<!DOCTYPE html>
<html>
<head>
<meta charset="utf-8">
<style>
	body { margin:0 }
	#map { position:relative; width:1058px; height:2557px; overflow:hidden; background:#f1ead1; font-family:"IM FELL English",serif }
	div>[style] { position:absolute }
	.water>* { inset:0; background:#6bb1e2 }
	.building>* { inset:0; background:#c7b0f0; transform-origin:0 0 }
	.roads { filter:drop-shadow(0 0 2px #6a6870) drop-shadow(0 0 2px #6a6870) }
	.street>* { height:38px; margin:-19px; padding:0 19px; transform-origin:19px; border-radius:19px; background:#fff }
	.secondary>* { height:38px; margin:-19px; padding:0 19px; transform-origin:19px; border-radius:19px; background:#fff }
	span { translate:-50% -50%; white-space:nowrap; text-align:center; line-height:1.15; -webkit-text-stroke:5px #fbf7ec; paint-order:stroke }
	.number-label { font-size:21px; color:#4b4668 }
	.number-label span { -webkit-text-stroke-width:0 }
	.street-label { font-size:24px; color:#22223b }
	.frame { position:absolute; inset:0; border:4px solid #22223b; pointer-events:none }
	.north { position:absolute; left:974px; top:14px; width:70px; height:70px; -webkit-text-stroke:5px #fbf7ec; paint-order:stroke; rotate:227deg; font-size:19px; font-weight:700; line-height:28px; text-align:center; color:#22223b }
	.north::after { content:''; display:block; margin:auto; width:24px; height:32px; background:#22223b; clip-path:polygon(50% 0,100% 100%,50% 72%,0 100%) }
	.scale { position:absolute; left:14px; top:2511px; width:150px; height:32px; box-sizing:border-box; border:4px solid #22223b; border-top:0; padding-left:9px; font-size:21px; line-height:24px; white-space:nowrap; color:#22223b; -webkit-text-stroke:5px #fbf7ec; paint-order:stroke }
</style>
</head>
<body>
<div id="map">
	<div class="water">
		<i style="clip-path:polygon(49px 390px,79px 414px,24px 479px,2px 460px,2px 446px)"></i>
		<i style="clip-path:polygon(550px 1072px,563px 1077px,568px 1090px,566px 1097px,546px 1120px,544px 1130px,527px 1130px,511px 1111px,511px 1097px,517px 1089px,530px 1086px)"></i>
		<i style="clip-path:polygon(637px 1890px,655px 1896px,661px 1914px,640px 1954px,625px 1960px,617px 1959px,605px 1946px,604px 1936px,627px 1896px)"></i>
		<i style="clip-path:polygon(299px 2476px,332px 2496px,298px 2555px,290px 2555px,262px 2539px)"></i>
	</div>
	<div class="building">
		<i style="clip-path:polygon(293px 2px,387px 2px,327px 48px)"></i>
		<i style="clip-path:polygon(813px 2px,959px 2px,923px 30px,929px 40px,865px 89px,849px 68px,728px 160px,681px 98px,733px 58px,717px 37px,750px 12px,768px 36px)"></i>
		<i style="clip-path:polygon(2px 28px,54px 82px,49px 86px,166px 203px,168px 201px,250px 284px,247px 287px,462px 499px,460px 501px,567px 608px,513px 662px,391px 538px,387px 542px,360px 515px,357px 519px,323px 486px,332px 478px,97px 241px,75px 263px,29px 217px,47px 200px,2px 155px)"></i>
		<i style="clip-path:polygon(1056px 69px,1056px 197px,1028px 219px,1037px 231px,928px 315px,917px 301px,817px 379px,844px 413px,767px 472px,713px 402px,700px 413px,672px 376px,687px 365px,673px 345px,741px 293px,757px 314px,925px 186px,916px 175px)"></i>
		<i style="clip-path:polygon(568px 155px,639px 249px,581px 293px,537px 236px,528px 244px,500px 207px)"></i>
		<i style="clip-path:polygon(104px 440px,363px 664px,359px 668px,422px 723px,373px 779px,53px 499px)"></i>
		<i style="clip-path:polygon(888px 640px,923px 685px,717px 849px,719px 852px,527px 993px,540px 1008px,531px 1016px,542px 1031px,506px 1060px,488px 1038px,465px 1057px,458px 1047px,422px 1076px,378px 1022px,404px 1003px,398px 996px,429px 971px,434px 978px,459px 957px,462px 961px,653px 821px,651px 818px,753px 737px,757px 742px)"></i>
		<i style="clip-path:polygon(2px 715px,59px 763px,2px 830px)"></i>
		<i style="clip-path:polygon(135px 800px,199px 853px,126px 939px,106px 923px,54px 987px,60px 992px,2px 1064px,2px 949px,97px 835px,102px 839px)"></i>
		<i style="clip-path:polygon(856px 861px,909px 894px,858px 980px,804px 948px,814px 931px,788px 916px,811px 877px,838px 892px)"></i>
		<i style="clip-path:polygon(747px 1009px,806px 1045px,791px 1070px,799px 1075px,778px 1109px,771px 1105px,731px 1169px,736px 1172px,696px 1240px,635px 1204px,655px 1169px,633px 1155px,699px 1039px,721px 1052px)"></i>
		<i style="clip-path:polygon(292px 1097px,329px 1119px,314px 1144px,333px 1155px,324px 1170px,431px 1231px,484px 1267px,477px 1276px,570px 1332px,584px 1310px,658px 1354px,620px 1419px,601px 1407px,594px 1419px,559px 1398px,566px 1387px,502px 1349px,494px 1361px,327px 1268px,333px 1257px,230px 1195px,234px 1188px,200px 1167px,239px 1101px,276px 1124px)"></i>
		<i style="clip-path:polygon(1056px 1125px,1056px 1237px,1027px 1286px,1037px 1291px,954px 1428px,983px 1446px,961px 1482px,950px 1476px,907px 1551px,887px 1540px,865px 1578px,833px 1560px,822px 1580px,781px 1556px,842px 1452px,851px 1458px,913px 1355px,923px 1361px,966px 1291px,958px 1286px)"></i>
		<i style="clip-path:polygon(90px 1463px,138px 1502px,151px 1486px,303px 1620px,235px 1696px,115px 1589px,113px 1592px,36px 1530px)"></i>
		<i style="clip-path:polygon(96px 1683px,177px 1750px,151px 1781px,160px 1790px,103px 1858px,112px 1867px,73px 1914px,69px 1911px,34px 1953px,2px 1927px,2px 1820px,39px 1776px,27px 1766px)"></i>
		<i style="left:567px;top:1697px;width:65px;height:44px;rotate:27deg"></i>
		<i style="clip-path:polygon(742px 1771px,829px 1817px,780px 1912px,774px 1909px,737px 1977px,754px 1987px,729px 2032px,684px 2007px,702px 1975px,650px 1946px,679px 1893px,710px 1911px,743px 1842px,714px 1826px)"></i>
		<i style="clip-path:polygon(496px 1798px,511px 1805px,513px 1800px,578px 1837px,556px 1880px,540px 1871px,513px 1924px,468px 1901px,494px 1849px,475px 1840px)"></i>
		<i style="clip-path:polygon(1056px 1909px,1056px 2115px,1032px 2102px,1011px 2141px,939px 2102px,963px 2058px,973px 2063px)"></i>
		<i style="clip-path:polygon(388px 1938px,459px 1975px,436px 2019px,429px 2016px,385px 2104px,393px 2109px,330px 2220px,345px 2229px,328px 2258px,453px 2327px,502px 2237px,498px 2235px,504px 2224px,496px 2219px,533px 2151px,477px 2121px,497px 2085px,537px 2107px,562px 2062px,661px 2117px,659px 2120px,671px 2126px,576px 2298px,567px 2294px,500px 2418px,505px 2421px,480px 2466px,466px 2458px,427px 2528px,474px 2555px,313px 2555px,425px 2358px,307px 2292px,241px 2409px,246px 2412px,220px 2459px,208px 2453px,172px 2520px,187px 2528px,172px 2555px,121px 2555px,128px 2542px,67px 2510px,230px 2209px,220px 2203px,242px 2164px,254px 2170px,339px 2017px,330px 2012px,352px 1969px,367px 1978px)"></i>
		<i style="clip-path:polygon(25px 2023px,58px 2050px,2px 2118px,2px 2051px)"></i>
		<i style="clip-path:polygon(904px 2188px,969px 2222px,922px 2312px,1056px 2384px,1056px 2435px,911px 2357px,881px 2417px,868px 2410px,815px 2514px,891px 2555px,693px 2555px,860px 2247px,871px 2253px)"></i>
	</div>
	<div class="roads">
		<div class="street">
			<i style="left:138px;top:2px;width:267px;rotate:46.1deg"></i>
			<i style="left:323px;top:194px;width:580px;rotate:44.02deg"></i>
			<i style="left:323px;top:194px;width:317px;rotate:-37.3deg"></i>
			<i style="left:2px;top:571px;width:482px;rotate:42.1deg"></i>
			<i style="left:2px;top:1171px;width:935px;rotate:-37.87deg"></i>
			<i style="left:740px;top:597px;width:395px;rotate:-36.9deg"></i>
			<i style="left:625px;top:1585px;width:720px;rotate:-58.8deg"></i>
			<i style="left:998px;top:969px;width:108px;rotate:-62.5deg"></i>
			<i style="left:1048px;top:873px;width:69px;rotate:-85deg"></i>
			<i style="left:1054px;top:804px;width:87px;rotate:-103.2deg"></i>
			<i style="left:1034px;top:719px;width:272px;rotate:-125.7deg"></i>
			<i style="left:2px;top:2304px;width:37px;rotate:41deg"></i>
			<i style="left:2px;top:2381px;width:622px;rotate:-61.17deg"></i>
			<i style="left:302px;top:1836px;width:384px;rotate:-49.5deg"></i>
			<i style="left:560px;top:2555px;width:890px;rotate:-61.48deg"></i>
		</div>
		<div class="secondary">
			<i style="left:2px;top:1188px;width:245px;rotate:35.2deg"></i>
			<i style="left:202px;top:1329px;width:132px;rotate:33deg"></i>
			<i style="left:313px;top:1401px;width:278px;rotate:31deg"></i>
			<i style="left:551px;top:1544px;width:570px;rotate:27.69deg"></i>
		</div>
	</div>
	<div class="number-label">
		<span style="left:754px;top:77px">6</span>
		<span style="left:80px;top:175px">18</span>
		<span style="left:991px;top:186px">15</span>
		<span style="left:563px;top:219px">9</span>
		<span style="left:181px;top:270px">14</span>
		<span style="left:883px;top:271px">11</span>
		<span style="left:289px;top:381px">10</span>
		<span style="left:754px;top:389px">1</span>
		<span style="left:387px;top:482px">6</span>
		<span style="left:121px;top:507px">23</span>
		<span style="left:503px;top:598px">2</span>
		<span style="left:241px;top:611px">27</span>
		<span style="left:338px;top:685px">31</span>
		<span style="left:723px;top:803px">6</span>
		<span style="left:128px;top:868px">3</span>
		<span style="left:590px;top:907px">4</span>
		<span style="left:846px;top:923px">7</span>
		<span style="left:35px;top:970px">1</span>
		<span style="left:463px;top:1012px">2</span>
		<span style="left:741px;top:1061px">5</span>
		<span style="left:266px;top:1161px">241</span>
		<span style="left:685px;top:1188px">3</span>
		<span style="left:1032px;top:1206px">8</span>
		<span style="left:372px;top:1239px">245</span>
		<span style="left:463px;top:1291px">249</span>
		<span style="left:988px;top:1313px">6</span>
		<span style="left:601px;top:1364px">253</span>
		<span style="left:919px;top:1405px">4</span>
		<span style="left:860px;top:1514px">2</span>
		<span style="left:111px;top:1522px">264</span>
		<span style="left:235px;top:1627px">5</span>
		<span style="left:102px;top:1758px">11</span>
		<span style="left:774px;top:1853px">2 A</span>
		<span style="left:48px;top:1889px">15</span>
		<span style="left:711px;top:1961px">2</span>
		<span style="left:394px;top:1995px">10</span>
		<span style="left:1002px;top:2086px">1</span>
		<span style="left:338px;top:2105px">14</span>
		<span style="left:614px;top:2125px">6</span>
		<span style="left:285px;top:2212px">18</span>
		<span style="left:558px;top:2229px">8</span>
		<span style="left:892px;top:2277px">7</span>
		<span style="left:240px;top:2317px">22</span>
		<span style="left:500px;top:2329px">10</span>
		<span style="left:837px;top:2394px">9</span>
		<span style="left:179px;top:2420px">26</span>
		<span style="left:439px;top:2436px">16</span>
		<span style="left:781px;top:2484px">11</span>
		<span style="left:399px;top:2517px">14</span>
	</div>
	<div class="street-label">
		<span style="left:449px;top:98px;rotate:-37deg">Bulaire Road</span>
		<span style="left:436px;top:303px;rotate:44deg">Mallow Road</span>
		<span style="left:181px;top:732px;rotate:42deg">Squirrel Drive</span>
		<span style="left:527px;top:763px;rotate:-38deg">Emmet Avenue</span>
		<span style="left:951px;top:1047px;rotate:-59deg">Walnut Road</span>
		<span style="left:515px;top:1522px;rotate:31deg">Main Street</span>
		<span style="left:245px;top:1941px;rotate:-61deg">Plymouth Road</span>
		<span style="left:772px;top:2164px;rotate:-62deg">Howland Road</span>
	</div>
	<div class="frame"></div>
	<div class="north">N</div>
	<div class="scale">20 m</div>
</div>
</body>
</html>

----------

▸ **What you are asked to do**:
Above are the records; copy each line from them that includes the string "number".

▸ **Result**:
	.number-label { font-size:21px; color:#4b4668 }
	.number-label span { -webkit-text-stroke-width:0 }
	<div class="number-label">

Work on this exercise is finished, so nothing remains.